5 min read

Why Apache Parquet/GeoParquet is key for Cloud Geodata Management

Why Apache Parquet/GeoParquet is key for Cloud Geodata Management

Introduction

Geodata projects typically require large amounts of data. They keep growing as projects evolve. To handle such growing amounts of data, cloud solutions become more and more popular replacing classical desktop applications. However, such geodata projects commonly involve a highly heterogeneous set of data files and formats that are not optimised for cloud applications. The large variety of files and formats originates from the different sensor types and survey purposes. For instance, large offshore infrastructure projects typically involve data from satellites, but also from hydroacoustic measurements and seafloor samples. Efficient data management therefore requires the unification of the data files into formats optimised for cloud solutions.
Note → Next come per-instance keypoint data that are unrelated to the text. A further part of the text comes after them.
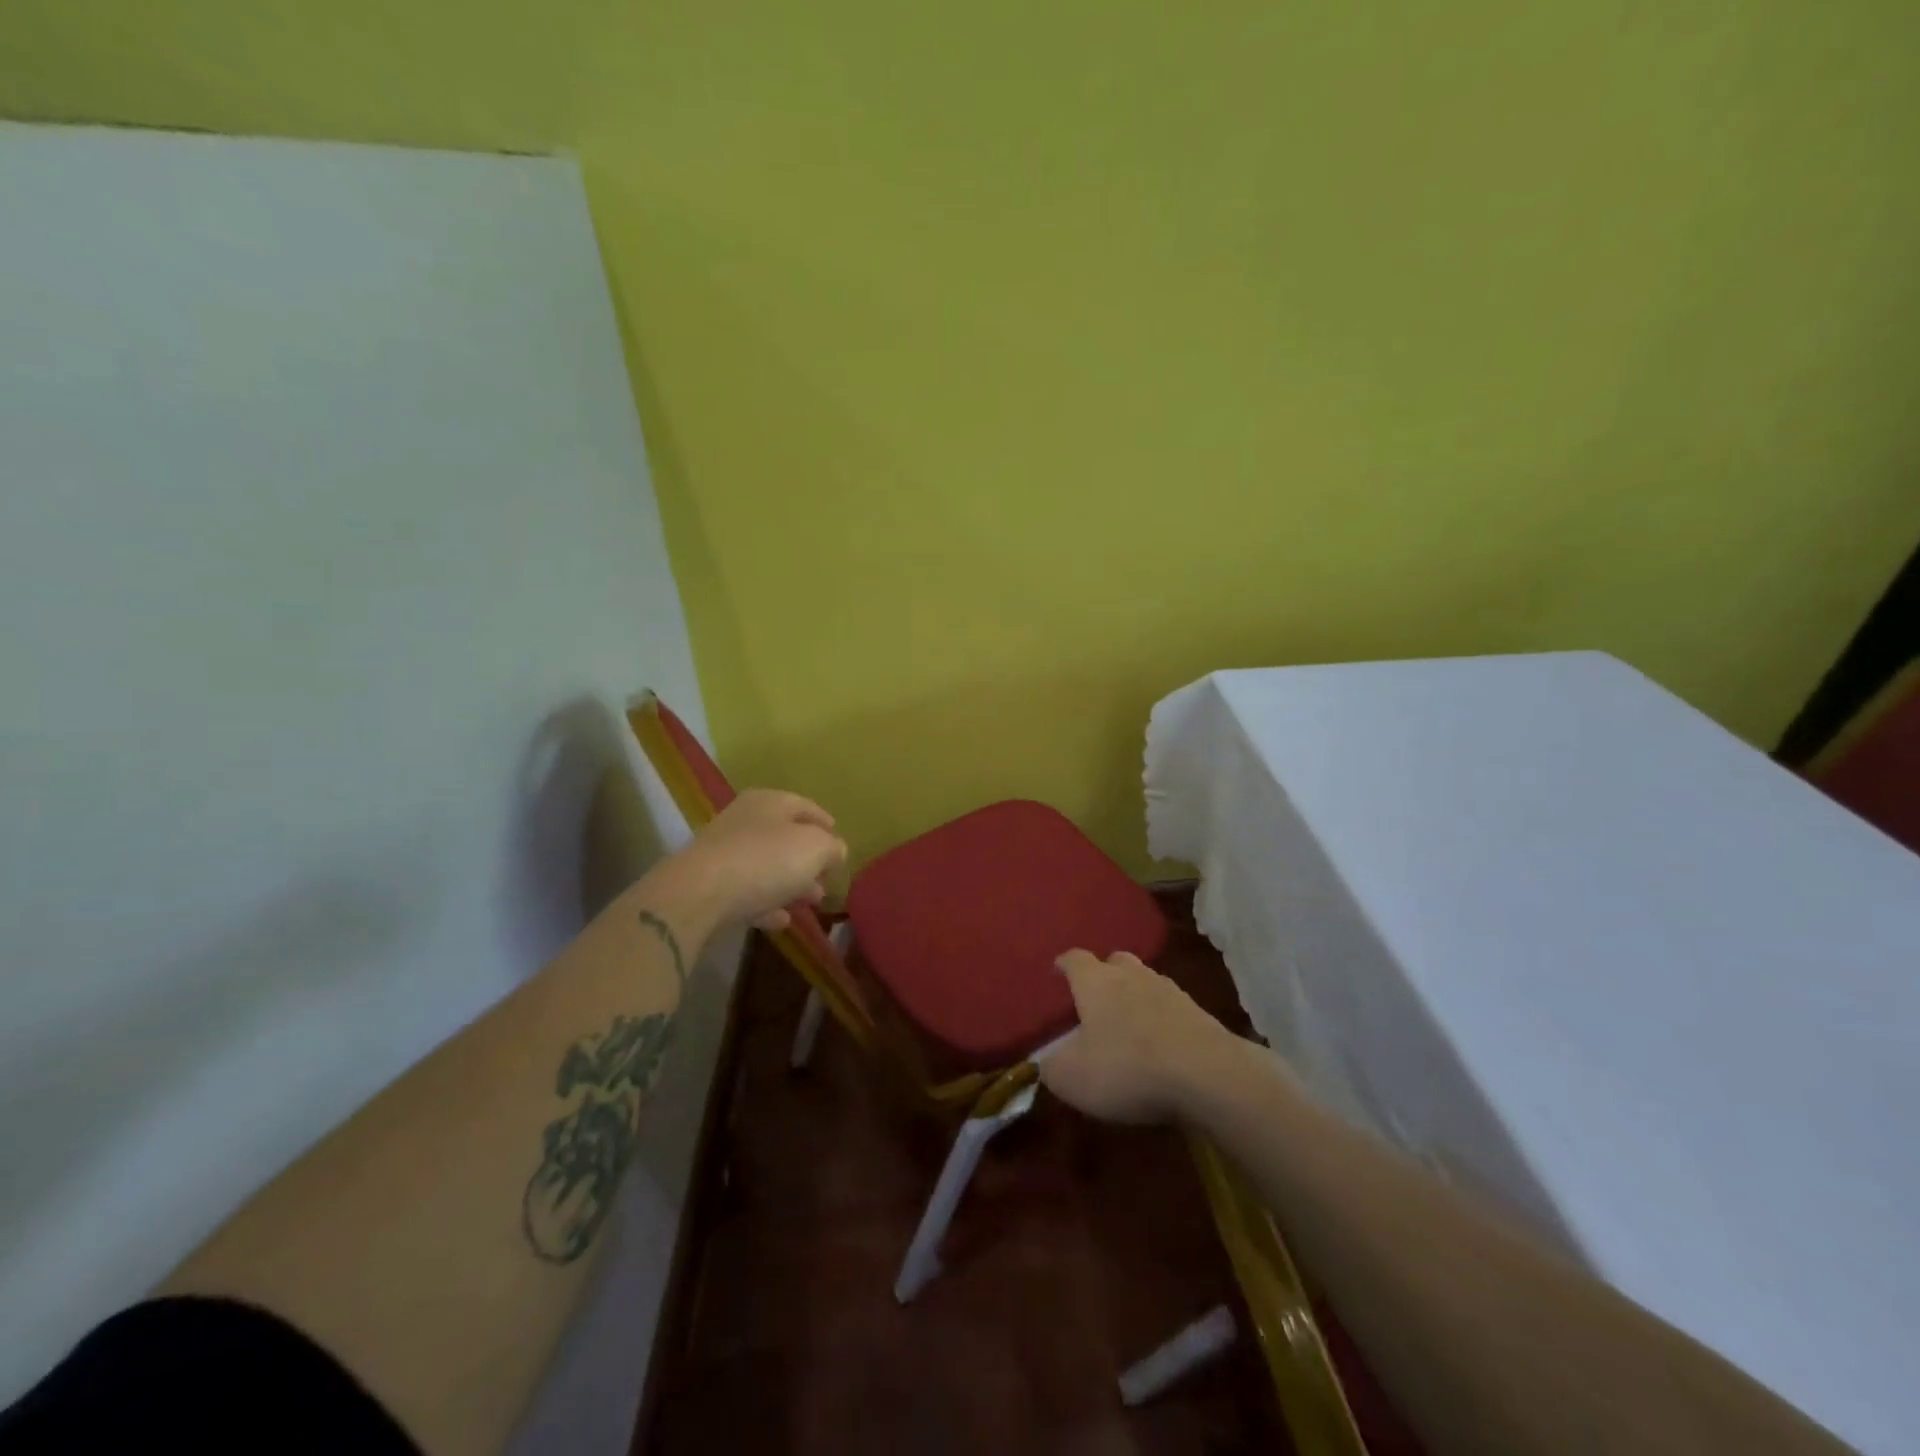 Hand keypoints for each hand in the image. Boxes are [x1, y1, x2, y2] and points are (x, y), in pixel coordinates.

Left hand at [678, 789, 847, 930]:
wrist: (698, 894)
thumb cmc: (765, 860)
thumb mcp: (815, 848)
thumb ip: (832, 847)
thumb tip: (836, 850)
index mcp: (770, 801)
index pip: (806, 806)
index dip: (826, 824)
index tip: (840, 844)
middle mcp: (745, 820)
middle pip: (785, 837)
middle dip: (810, 860)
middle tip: (827, 879)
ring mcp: (724, 852)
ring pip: (767, 866)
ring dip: (791, 883)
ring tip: (811, 902)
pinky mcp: (710, 884)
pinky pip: (747, 891)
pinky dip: (767, 903)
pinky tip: (782, 920)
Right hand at [1040, 949, 1236, 1123]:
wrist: (1208, 1075)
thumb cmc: (1127, 1067)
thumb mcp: (1073, 1078)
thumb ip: (1050, 1067)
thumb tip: (1043, 1061)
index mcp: (1095, 981)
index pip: (1073, 959)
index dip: (1062, 965)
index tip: (1056, 973)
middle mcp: (1131, 975)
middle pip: (1115, 961)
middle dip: (1103, 974)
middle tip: (1095, 998)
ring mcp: (1169, 990)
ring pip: (1145, 981)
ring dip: (1135, 995)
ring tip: (1128, 1022)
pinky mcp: (1198, 1013)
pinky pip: (1170, 1007)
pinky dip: (1161, 1018)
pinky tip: (1159, 1042) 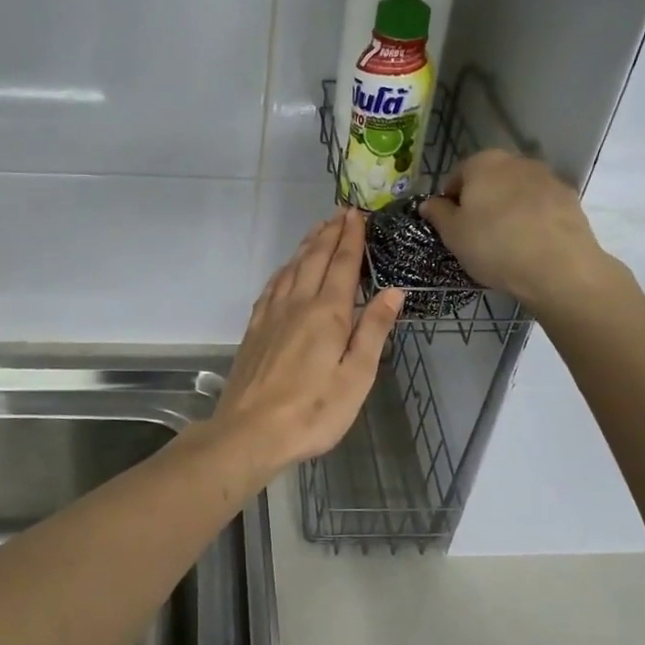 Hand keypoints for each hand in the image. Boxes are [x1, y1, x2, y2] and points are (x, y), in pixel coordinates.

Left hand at [214, 209, 404, 470]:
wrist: (250, 431)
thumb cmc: (313, 411)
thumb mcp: (356, 376)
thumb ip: (373, 330)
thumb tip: (393, 291)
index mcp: (327, 313)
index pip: (342, 265)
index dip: (351, 238)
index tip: (358, 214)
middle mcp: (297, 304)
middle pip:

Such a big-data-ready format is the Parquet file and the GeoParquet file for geodata, which we will introduce in this blog.

Overview of the Parquet/GeoParquet Format

Ever larger projects and increasing data volumes require efficient ways to store, transfer, and analyse data. The Apache Software Foundation tackled this problem by introducing the Apache Parquet file format. The foundation has a large community with over 8,400 committers, provides open-source software, and is sponsored by all Big Tech companies (AWS, Google, Apple, Microsoft, Facebook) and many other big companies (e.g., VISA, IBM, Salesforce, Indeed, Huawei). With this immense technological and financial support, the Parquet format, software, and infrastructure will continue to be maintained and improved in the foreseeable future.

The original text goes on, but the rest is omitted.